Founded in 1997 by Jo Bob and Mary Ann Hille of Tulsa, the Hille Foundation supports a wide variety of philanthropic causes, including health, medical research, arts and humanities, social services and education. In 2004, the foundation gave approximately $2 million to charities.
“The Hille Foundation is a leader when it comes to private support for Alzheimer’s research,” said OMRF President J. Donald Capra, M.D. “We are proud and grateful to partner with the Hille family in the fight against this disease that robs so many of so much.”
Although OMRF has not yet determined who will occupy the new Hille Chair, the 15th endowed chair at OMRF, that scientist will likely come from one of two programs that have made important breakthroughs in Alzheimer’s and neurodegenerative research.
In OMRF’s Protein Studies Research Program, a team of researchers led by Jordan Tang, Ph.D., discovered the enzyme believed to cause Alzheimer’s disease. Tang and his lab are now testing compounds they hope will one day halt the progress of the disease in humans.
And in OMRF’s Free Radical Biology and Aging Research Program, Robert Floyd, Ph.D., pioneered the use of certain substances to prevent and even reverse brain injuries in animals that had suffered strokes. Those substances have been transformed into drugs that are now in the final phases of human clinical trials. If successful, the drugs could offer hope to hundreds of thousands of Americans who suffer brain injuries as a result of strokes each year.

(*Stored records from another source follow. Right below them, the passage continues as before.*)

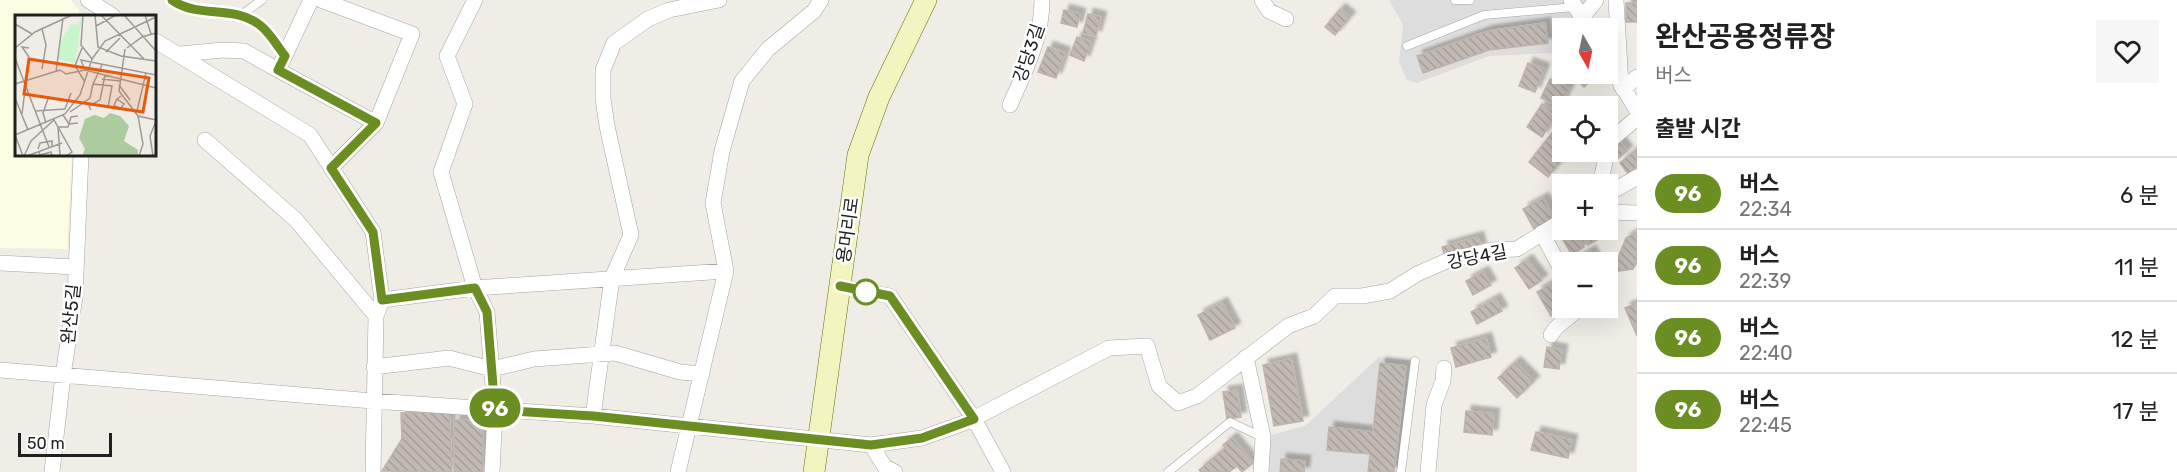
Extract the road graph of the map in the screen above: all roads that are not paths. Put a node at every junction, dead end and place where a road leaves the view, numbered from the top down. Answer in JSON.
{"nodes":[{"id":1,"x":172,"y":0,"type":"edge"},
{"id":2,"x":262,"y":0,"type":"edge"},
{"id":3,"x":311,"y":0,"type":"edge"},
{"id":4,"x":321,"y":0,"type":"edge"},
{"id":5,"x":475,"y":0,"type":"edge"},
{"id":6,"x":718,"y":0,"type":"edge"},
{"id":7,"x":821,"y":0,"type":"edge"},
{"id":8,"x":926,"y":0,"type":"edge"},
{"id":9,"x":1042,"y":0,"type":"edge"},
{"id":10,"x":1262,"y":0,"type":"edge"},
{"id":11,"x":1455,"y":0,"type":"edge"},
{"id":12,"x":1470,"y":0,"type":"edge"},
{"id":13,"x":1596,"y":0,"type":"edge"},
{"id":14,"x":1616,"y":0,"type":"edge"},
{"id":15,"x":89,"y":6,"type":"edge"},
{"id":16,"x":111,"y":15,"type":"edge"},
{"id":17,"x":241,"y":15,"type":"junction"},
{"id":18,"x":1578,"y":16,"type":"edge"},
{"id":19,"x":1286,"y":19,"type":"dead end"},
{"id":20,"x":156,"y":41,"type":"edge"},
{"id":21,"x":1407,"y":46,"type":"dead end"},
{"id":22,"x":180,"y":54,"type":"junction"},
{"id":23,"x":281,"y":63,"type":"junction"},
{"id":24,"x":1637,"y":77,"type":"edge"},
{"id":25,"x":1618,"y":81,"type":"edge"},
{"id":26,"x":1622,"y":88,"type":"junction"},
{"id":27,"x":1010,"y":105,"type":"dead end"},
{"id":28,"x":1637,"y":111,"type":"edge"},
{"id":29,"x":1637,"y":118,"type":"edge"},
{"id":30,"x":376,"y":123,"type":"junction"},
{"id":31,"x":1618,"y":134,"type":"edge"},
{"id":32,"x":205,"y":140,"type":"dead end"},
{"id":33,"x":81,"y":156,"type":"edge"},
{"id":34,"x":331,"y":168,"type":"junction"},
{"id":35,"x":1637,"y":177,"type":"edge"},
{"id":36,"x":1618,"y":188,"type":"edge"},
{"id":37,"x":1618,"y":212,"type":"edge"},
{"id":38,"x":1637,"y":213,"type":"edge"},
{"id":39,"x":1552,"y":227,"type":"edge"},
{"id":40,"x":1542,"y":233,"type":"junction"},
{"id":41,"x":1552,"y":252,"type":"edge"},
{"id":42,"x":0,"y":263,"type":"edge"},
{"id":43,"x":75,"y":267,"type":"junction"},
{"id":44,"x":726,"y":271,"type":"junction"},
{"id":45,"x":612,"y":278,"type":"junction"},
{"id":46,"x":840,"y":286,"type":"junction"},
{"id":47,"x":475,"y":288,"type":"junction"},
{"id":48,"x":382,"y":300,"type":"junction"},
{"id":49,"x":376,"y":316,"type":"junction"},
{"id":50,"x":1567,"y":318,"type":"edge"},
{"id":51,"x":1551,"y":335,"type":"dead end"},
{"id":52,"x":602,"y":355,"type":"junction"},
{"id":53,"x":1246,"y":357,"type":"junction"},
{"id":54,"x":1415,"y":362,"type":"dead end"},
{"id":55,"x":374,"y":367,"type":"junction"},
{"id":56,"x":1444,"y":368,"type":"dead end"},
{"id":57,"x":492,"y":369,"type":"junction"},
{"id":58,"x":0,"y":370,"type":"edge"},
{"id":59,"x":702,"y":374,"type":"junction"},
{"id":60,"x":63,"y":375,"type":"junction"},
{"id":61,"x":373,"y":401,"type":"junction"},
{"id":62,"x":495,"y":410,"type":"junction"},
{"id":63,"x":593,"y":416,"type":"junction"},
{"id":64,"x":974,"y":419,"type":"junction"},
{"id":65,"x":689,"y":427,"type":"junction"},
{"id":66,"x":1263,"y":437,"type":"junction"},
{"id":67,"x":819,"y":440,"type":"junction"},
{"id":68,"x":871,"y":445,"type":"junction"},
{"id":69,"x":52,"y":472,"type":"edge"},
{"id":70,"x":373,"y":472,"type":"edge"},
{"id":71,"x":492,"y":472,"type":"edge"},
{"id":72,"x":678,"y":472,"type":"edge"},
{"id":73,"x":814,"y":472,"type":"edge"},
{"id":74,"x":895,"y":472,"type":"edge"},
{"id":75,"x":1003,"y":472,"type":"edge"},
{"id":76,"x":1168,"y":472,"type":"edge"},
{"id":77,"x":1261,"y":472,"type":"edge"},
{"id":78,"x":1401,"y":472,"type":"edge"},
{"id":79,"x":1428,"y":472,"type":"edge"}],
"edges":[{"from":1,"to":17,"type":"lane"},
{"from":2,"to":17,"type":"lane"},
{"from":3,"to":23,"type":"street"},
{"from":4,"to":30,"type":"street"},
{"from":5,"to":47,"type":"street"},
{"from":6,"to":45,"type":"street"},
{"from":7,"to":44,"type":"street"},
{"from":8,"to":46,"type":"street","name":"용머리로"},
{"from":9,"to":27,"type":"street","name":"강당3길"},
{"from":10,"to":19,"type":"street"},
{"from":11,"to":12,"type":"lane"},
{"from":13,"to":18,"type":"street"},
{"from":14,"to":26,"type":"street"},
{"from":15,"to":16,"type":"street"},
{"from":17,"to":23,"type":"lane"},
{"from":18,"to":21,"type":"lane"},
{"from":20,"to":22,"type":"street"},
{"from":22,"to":23,"type":"street"},
{"from":22,"to":34,"type":"street"},
{"from":23,"to":30,"type":"street"},
{"from":24,"to":26,"type":"street"},
{"from":25,"to":26,"type":"street"},
{"from":26,"to":28,"type":"street"},
{"from":29,"to":31,"type":"street"},
{"from":30,"to":34,"type":"street"},
{"from":32,"to":49,"type":"street"},
{"from":33,"to":43,"type":"street","name":"완산5길"},
{"from":34,"to":48,"type":"street"},
{"from":35,"to":36,"type":"street"},
{"from":37,"to":38,"type":"street"},
{"from":39,"to":40,"type":"street","name":"강당4길"},
{"from":40,"to":41,"type":"street"},
{"from":40,"to":53,"type":"street","name":"강당4길"},
{"from":42,"to":43,"type":"street"},
{"from":43,"to":60,"type":"street","name":"완산5길"},
{"from":44,"to":45,"type":"street"},
{"from":44,"to":59,"type":"street"},
{"from":45,"to":47,"type":"street"},
{"from":45,"to":52,"type":"street"},
{"from":46,"to":64,"type":"street"},
{"from":46,"to":67,"type":"street","name":"용머리로"},
{"from":47,"to":48,"type":"street"},
{"from":47,"to":57,"type":"street"},
{"from":48,"to":49,"type":"street"},
{"from":49,"to":55,"type":"street"},
{"from":50,"to":51,"type":"street"},
{"from":52,"to":57,"type":"street"},
{"from":52,"to":59,"type":"street"},
{"from":52,"to":63,"type":"street"},
{"from":53,"to":64,"type":"street"},
{"from":53,"to":66,"type":"street"},
{"from":54,"to":78,"type":"lane"},
{"from":55,"to":57,"type":"street"},
{"from":55,"to":61,"type":"street"},
{"from":56,"to":79,"type":"street"},
{"from":57,"to":62,"type":"street"},
{"from":58,"to":60,"type":"street"},
{"from":59,"to":65,"type":"street"},
{"from":60,"to":61,"type":"street"},
{"from":60,"to":69,"type":"street","name":"완산5길"},
{"from":61,"to":62,"type":"street"},
{"from":61,"to":70,"type":"street"},
{"from":62,"to":63,"type":"street"},
{"from":62,"to":71,"type":"street"},
{"from":63,"to":65,"type":"street"},
{"from":64,"to":68,"type":"street"},
{"from":64,"to":75,"type":"street"},
{"from":65,"to":67,"type":"street"},
{"from":65,"to":72,"type":"street"},
{"from":66,"to":76,"type":"lane"},
{"from":66,"to":77,"type":"street"},
{"from":67,"to":68,"type":"street"},
{"from":67,"to":73,"type":"street","name":"용머리로"},
{"from":68,"to":74,"type":"street"}]}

In recent years, OMRF has significantly expanded its neuroscience programs, adding several new faculty members and broadening its research efforts. Last month, it opened the state’s first small animal magnetic resonance imaging facility, which will provide scientists with a powerful tool for understanding brain diseases.

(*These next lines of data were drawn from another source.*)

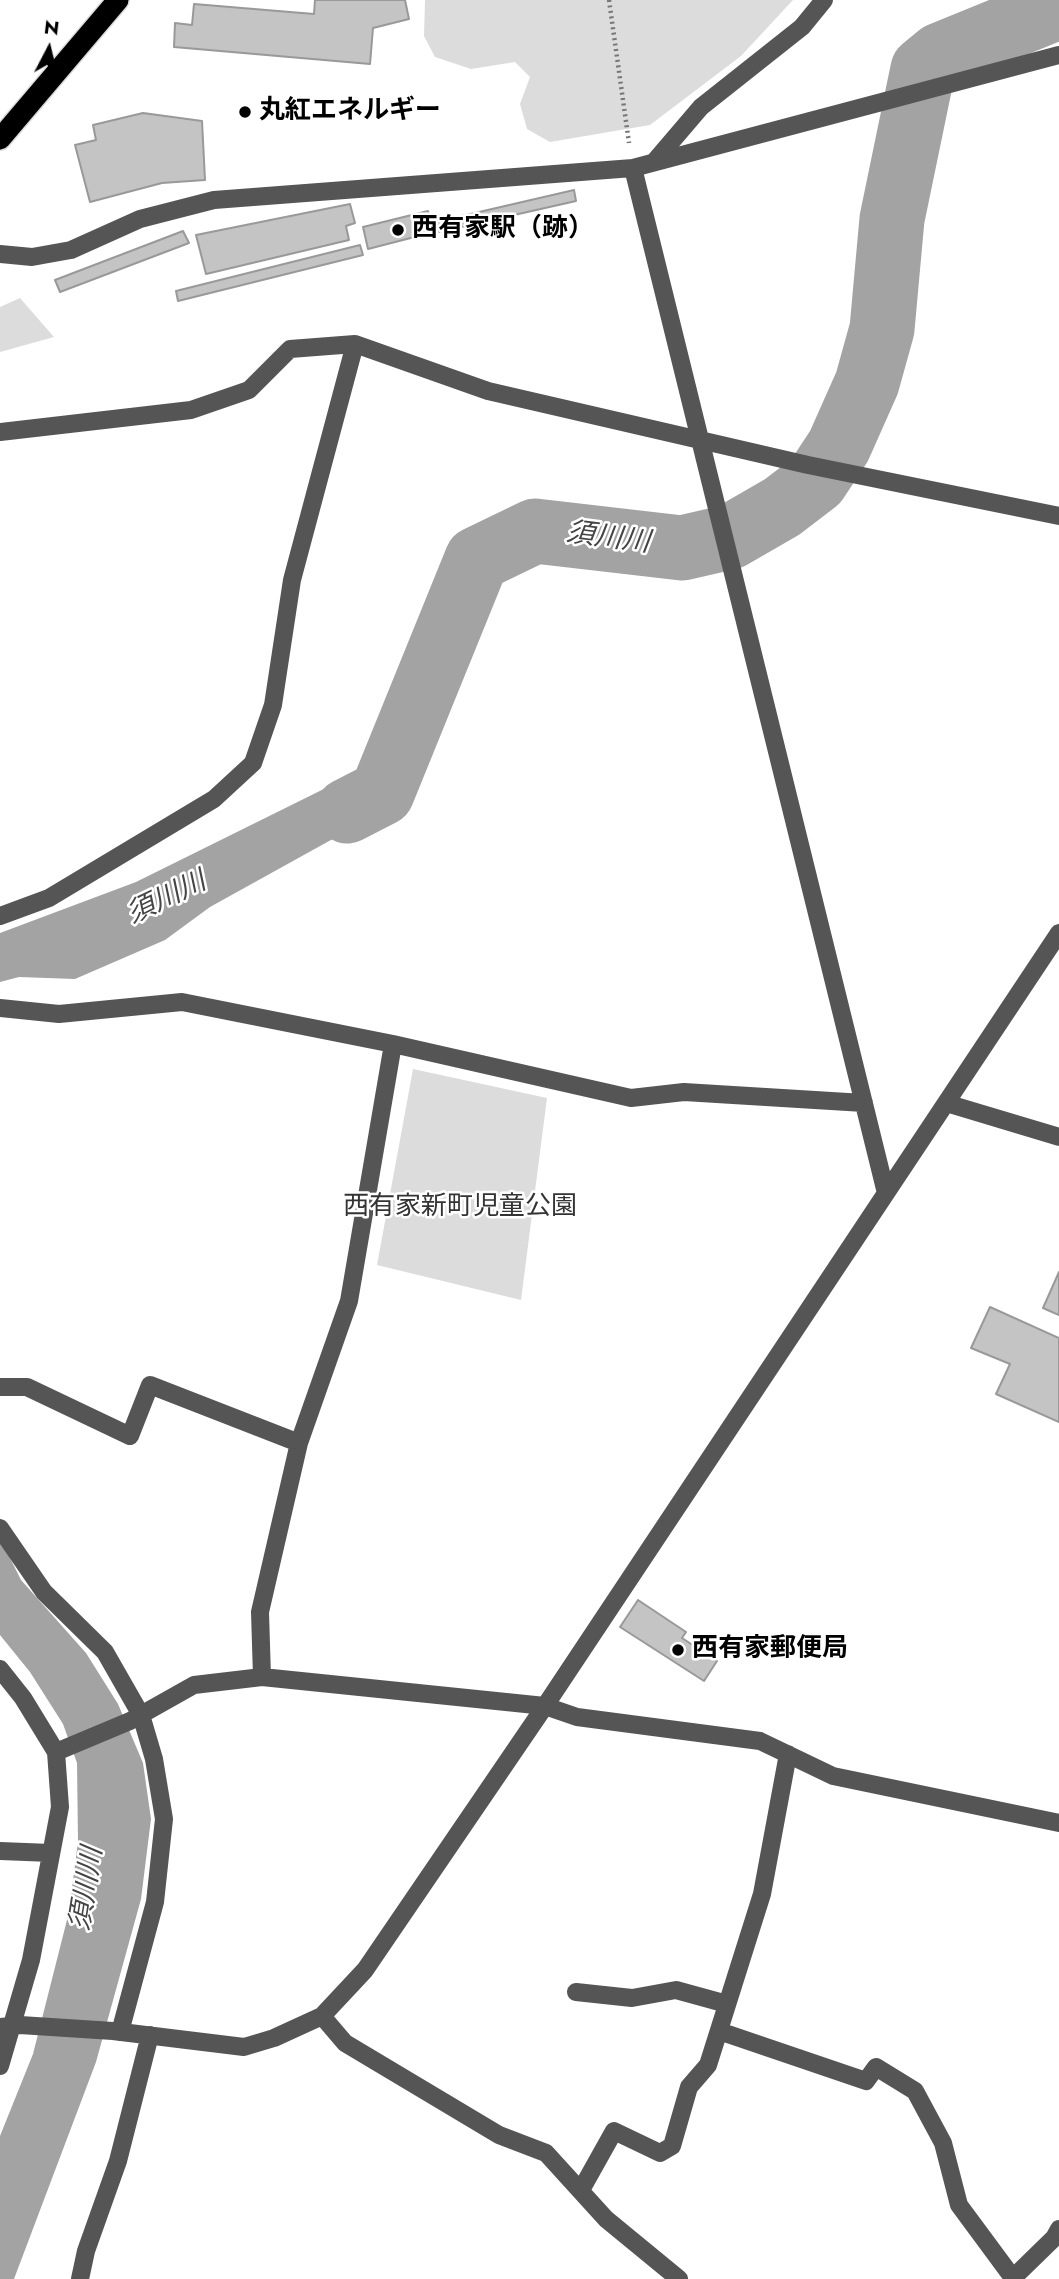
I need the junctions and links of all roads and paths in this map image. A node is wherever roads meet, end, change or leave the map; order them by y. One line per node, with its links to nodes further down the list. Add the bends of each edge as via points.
1 (118, 0): 5 (highway)
2 (609, 0): 7 (path)
3 (824, 0): 6 (street, via 802,27 701,107)
4 (1059, 55): 6 (street)
5 (0, 139)
6 (654, 162): 7 (street)
7 (633, 168): 8 (street, via 214,201 141,219 71,250 32,257); 11 (street)
8 (0, 254)
9 (355, 344): 10 (street, via 290,349 249,390 191,410); 11 (street, via 488,391); 13 (street, via 292,580 272,705 253,763 202,806 49,898)
10 (0, 432)
11 (699, 438): 12 (street); 17 (street)
12 (1059, 516)
13 (0, 916)
14 (1059, 933): 18 (street)
15 (0, 1008): 16 (street, via 59,1014 182,1002)
16 (393, 1044): 17 (street, via 631,1098 684,1092); 22 (street, via 349,1301)
17 (864, 1103): 20 (street)
18 (946, 1103): 19 (street); 20 (street)
19 (1059, 1137)
20 (886, 1193): 26 (street)
21 (0, 1387): 22 (street, via 27,1387 130,1436 150,1385)
22 (299, 1443): 25 (street, via 260,1612)
23 (0, 1528): 27 (street, via 44,1592 105,1652)
24 (0, 1669): 28 (street)
25 (262, 1677): 26 (street); 27 (street, via 194,1685)
26 (545, 1706): 29 (street, via 577,1717 760,1741); 35 (street, via 365,1970)
27 (136, 1718): 28 (street); 37 (street, via 154,1759 164,1819 155,1902)
28 (60, 1751): 32 (street, via 60,1807)
29 (788, 1754): 30 (street, via 833,1776); 34 (street, via 762,1894)
30 (1059, 1823)
31 (0, 1850): 32 (street)
32 (51, 1853): 36 (street, via 31,1960)
33 (576, 1992): 34 (street, via 632,1998 676,1990)
34 (727, 2004): 38 (street)
35 (322, 2015): 39 (street, via 244,2047); 41 (street, via 345,2043 499,2135 546,2153)
36 (11, 2026): 37 (street); 40 (street)
37 (116, 2031): 39 (street)
38 (719, 2031): 41 (street, via 708,2065 688,2087 672,2146 660,2153 614,2131); 43 (street, via 866,2081 876,2067 915,2091 943,2143 959,2205)
39 (150, 2035): 44 (street, via 118,2161)
40 (0, 2066)
41 (581, 2190): 45 (street, via 606,2219)
42 (1059, 2229): 43 (street)
43 (1013, 2278)
44 (80, 2279)
45 (679, 2279)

“Thanks to the generosity and foresight of the Hille Foundation, our scientists can continue to make headway against diseases that affect millions of seniors,” said Capra.
“We don’t necessarily expect a cure to come from this gift,” said Yar of the Hille Foundation. “All we are hoping for is more knowledge. Because the better we understand Alzheimer’s, the greater the chance we can one day stop it.”
About OMRF:
Chartered in 1946, OMRF (www.omrf.org) is a nonprofit biomedical research institute dedicated to understanding and curing human disease. Its scientist focus on such critical research areas as Alzheimer’s disease, cancer, lupus and cardiovascular disease. OMRF is home to Oklahoma’s only member of the national Academy of Sciences.